*WORK REQUEST:*
Each line of the material is to be written out exactly.

Segment Start: RECORDS FOR PROCESSING

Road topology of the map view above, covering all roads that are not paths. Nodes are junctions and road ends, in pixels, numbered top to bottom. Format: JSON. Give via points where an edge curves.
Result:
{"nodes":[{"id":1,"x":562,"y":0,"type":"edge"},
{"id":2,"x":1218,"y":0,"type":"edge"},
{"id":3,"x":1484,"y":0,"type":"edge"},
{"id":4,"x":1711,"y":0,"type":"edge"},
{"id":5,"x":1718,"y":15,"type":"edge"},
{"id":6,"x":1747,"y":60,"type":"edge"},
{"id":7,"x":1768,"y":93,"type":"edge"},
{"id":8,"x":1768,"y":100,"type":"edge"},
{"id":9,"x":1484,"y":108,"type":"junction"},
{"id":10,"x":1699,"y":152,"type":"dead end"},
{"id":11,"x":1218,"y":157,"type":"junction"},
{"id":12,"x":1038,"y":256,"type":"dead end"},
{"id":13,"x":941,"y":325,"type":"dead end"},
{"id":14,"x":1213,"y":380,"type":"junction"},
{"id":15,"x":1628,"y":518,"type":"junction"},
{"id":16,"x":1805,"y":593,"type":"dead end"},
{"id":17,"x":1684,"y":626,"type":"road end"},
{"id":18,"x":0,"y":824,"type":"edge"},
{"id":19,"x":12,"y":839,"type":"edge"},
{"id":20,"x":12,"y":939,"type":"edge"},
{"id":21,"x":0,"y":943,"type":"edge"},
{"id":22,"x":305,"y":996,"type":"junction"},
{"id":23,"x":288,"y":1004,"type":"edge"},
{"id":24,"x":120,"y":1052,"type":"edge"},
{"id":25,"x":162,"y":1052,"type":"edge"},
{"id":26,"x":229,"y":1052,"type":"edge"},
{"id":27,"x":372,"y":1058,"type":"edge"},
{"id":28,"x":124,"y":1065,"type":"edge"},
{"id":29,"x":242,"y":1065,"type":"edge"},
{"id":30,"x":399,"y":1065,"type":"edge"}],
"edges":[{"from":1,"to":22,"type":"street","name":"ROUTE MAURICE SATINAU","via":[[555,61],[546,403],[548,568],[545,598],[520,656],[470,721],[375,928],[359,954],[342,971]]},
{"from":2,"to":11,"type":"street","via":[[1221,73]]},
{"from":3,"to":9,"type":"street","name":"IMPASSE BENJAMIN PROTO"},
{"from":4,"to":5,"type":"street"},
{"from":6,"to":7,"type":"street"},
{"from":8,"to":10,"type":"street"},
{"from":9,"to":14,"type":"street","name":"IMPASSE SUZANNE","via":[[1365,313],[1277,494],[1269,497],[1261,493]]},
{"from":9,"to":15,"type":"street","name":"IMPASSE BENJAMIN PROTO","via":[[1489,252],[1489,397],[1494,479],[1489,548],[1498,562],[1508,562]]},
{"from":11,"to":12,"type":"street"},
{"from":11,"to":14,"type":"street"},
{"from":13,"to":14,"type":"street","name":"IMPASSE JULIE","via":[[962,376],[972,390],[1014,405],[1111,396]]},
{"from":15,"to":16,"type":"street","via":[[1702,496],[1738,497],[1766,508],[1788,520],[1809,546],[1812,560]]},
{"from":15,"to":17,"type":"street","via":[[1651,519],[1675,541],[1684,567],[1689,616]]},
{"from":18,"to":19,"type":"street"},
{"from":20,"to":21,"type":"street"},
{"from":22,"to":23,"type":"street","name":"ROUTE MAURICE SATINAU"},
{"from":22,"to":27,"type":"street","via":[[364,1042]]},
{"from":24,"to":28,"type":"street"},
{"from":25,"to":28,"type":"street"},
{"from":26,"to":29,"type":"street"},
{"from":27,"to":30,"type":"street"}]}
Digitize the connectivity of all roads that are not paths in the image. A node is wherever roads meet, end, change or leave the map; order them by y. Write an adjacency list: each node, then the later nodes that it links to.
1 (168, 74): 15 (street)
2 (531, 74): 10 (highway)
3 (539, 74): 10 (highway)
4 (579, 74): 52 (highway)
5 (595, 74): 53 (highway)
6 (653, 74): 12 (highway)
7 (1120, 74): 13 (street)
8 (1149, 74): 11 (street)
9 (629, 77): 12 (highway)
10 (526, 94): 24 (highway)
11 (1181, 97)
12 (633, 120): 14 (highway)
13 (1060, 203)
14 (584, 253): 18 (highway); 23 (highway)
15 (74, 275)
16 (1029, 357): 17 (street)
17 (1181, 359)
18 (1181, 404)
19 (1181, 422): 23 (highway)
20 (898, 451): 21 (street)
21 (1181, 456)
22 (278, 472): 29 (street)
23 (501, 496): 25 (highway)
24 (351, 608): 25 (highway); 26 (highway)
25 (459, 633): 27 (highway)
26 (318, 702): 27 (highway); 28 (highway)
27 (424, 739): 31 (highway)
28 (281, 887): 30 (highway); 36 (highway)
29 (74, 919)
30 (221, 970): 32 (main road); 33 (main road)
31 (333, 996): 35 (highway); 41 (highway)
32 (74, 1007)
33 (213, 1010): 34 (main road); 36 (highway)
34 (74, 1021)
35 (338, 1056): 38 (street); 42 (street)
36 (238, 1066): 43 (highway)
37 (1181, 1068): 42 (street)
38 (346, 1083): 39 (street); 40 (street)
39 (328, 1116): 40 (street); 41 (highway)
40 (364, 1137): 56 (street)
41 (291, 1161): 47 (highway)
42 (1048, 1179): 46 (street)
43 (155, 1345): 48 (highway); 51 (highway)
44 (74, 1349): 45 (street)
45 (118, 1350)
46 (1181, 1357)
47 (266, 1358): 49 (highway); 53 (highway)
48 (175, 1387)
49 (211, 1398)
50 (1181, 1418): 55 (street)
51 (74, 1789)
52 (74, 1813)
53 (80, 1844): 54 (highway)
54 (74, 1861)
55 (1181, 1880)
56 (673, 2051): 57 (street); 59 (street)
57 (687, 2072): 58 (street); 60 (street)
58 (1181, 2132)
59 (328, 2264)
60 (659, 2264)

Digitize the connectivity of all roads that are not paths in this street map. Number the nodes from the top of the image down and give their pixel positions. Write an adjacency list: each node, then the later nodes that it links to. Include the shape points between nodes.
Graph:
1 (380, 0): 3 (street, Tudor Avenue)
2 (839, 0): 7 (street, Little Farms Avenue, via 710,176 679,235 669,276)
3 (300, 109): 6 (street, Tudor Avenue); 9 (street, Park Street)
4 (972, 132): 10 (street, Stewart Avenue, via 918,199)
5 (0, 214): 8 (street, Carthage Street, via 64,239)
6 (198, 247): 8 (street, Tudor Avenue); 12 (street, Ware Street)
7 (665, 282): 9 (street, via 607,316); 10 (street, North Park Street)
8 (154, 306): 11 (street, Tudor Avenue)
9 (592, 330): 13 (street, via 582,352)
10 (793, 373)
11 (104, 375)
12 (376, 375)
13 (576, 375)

Segment End: RECORDS FOR PROCESSING

*RESULT OF THE TASK:*
Road topology of the map view above, covering all roads that are not paths. Nodes are junctions and road ends, in pixels, numbered top to bottom. Format: JSON. Give via points where an edge curves.
Result:
{"nodes":[{"id":1,"x":562,"y":0,"type":"edge"},
{"id":2,"x":1218,"y":0,"type":"edge"},
{"id":3,"x":1484,"y":0,"type":"edge"},
{"id":4,"x":1711,"y":0,"type":"edge"},
{"id":5,"x":1718,"y":15,"type":"edge"},
{"id":6,"x":1747,"y":60,"type":"edge"},
{"id":7,"x":1768,"y":93,"type":"edge"},
{"id":8,"x":1768,"y":100,"type":"edge"},
{"id":9,"x":1484,"y":108,"type":"junction"},
{"id":10,"x":1699,"y":152,"type":"dead end"},
{"id":11,"x":1218,"y":157,"type":"junction"},
{"id":12,"x":1038,"y":256,"type":"dead end"},
{"id":13,"x":941,"y":325,"type":"dead end"},
{"id":14,"x":1213,"y":380,"type":"junction"},
{"id":15,"x":1628,"y":518,"type":"junction"},
{"id":16,"x":1805,"y":593,"type":"dead end"},
{"id":17,"x":1684,"y":626,"type":"road end"},
{"id":18,"x":0,"y":824,"type":"edge"},
{"id":19,"x":12,"y":839,"type":"edge"},
{"id":20,"x":12,"y":939,"type":"edge"},
{"id":21,"x":0,"y":943,"type":"edge"},
{"id":22,"x":305,"y":996,"type":"junction"},
{"id":23,"x":288,"y":1004,"type":"edge"},
{"id":24,"x":120,"y":1052,"type":"edge"},
{"id":25,"x":162,"y":1052,"type":"edge"},
{"id":26,"x":229,"y":1052,"type":"edge"},
{"id":27,"x":372,"y":1058,"type":"edge"},
{"id":28,"x":124,"y":1065,"type":"edge"},
{"id":29,"x":242,"y":1065,"type":"edge"},
{"id":30,"x":399,"y":1065,"type":"edge"}],
"edges":[{"from":1,"to":22,"type":"street","name":"ROUTE MAURICE SATINAU","via":[[555,61],[546,403],[548,568],[545,598],[520,656],[470,721],[375,928],[359,954],[342,971]]},
{"from":2,"to":11,"type":"street","via":[[1221,73]]},
{"from":3,"to":9,"type":"street","name":"IMPASSE BENJAMIN PROTO"},
{"from":4,"to":5,"type":"street"},
{"from":6,"to":7,"type":"street"},
{"from":8,"to":10,"type":"street"},
{"from":9,"to":14,"type":"street","name":"IMPASSE SUZANNE","via":[[1365,313],[1277,494],[1269,497],[1261,493]]},
{"from":9,"to":15,"type":"street","name":"IMPASSE BENJAMIN PROTO","via":[[1489,252],[1489,397],[1494,479],[1489,548],[1498,562],[1508,562]]},
{"from":11,"to":12,"type":"street"},
{"from":11,"to":14,"type":"street"},
{"from":13,"to":14,"type":"street","name":"IMPASSE JULIE","via":[[962,376],[972,390],[1014,405],[1111,396]]},
{"from":15,"to":16,"type":"street","via":[[1702,496],[1738,497],[1766,508],[1788,520],[1809,546],[1812,560]]},
{"from":15,"to":17,"type":"street","via":[[1651,519],[1675,541],[1684,567],[1689,616]]},
{"from":18,"to":19,"type":"street"},
{"from":20,"to":21,"type":"street"},
{"from":22,"to":23,"type":"street","name":"ROUTE MAURICE SATINAU"},
{"from":22,"to":27,"type":"street","via":[[364,1042]]},
{"from":24,"to":28,"type":"street"},
{"from":25,"to":28,"type":"street"},
{"from":26,"to":29,"type":"street"},
{"from":27,"to":30,"type":"street"}]}
Digitize the connectivity of all roads that are not paths in the image. A node is wherever roads meet, end, change or leave the map; order them by y. Write an adjacency list: each node, then the later nodes that it links to.
1 (168, 74): 15 (street)
2 (531, 74): 10 (highway)
3 (539, 74): 10 (highway)
4 (579, 74): 52 (highway)
5 (595, 74): 53 (highway)
6 (653, 74): 12 (highway)
7 (1120, 74): 13 (street)
8 (1149, 74): 11 (street)
9 (629, 77): 12 (highway)
10 (526, 94): 24 (highway)
11 (1181, 97)
12 (633, 120): 14 (highway)
13 (1060, 203)
14 (584, 253): 18 (highway); 23 (highway)
15 (74, 275)
16 (1029, 357): 17 (street)
17 (1181, 359)
18 (1181, 404)
19 (1181, 422): 23 (highway)
20 (898, 451): 21 (street)
21 (1181, 456)
22 (278, 472): 29 (street)
23 (501, 496): 25 (highway)
24 (351, 608): 25 (highway); 26 (highway)
25 (459, 633): 27 (highway)
26 (318, 702): 27 (highway); 28 (highway)
27 (424, 739): 31 (highway)
28 (281, 887): 30 (highway); 36 (highway)
29 (74, 919)
30 (221, 970): 32 (main road); 33 (main road)
31 (333, 996): 35 (highway); 41 (highway)
32 (74, 1007)
33 (213, 1010): 34 (main road); 36 (highway)
34 (74, 1021)
35 (338, 1056): 38 (street); 42 (street)
36 (238, 1066): 43 (highway)
37 (1181, 1068): 42 (street)
38 (346, 1083): 39 (street); 40 (street)
39 (328, 1116): 40 (street); 41 (highway)
40 (364, 1137): 56 (street)
41 (291, 1161): 47 (highway)
42 (1048, 1179): 46 (street)
43 (155, 1345): 48 (highway); 51 (highway)
44 (74, 1349): 45 (street)
45 (118, 1350)
46 (1181, 1357)
47 (266, 1358): 49 (highway); 53 (highway)
48 (175, 1387)
49 (211, 1398)
50 (1181, 1418): 55 (street)
51 (74, 1789)
52 (74, 1813)
53 (80, 1844): 54 (highway)
54 (74, 1861)
55 (1181, 1880)
56 (673, 2051): 57 (street); 59 (street)
57 (687, 2072): 58 (street); 60 (street)
58 (1181, 2132)
59 (328, 2264)
60 (659, 2264)

Digitize the connectivity of all roads that are not paths in this street map. Number the nodes from the top of the image down and give their pixel positions. Write an adjacency list: each node, then the later nodes that it links to. Include the shape points between nodes.
Graph:
1 (380, 0): 3 (street, Tudor Avenue)
2 (839, 0): 7 (street, Little Farms Avenue, via 710,176 679,235 669,276)
3 (300, 109): 6 (street, Tudor Avenue); 9 (street, Park Street)
4 (972, 132): 10 (street, Stewart Avenue, via 918,199)
5 (0, 214): 8 (street, Carthage Street, via 64,239)
6 (198, 247): 8 (street, Tudor Avenue); 12 (street, Ware Street)
7 (665, 282): 9 (street, via 607,316); 10 (street, North Park Street)
8 (154, 306): 11 (street, Tudor Avenue)
9 (592, 330): 13 (street, via 582,352)
10 (793, 373)
11 (104, 375)
12 (376, 375)
13 (576, 375)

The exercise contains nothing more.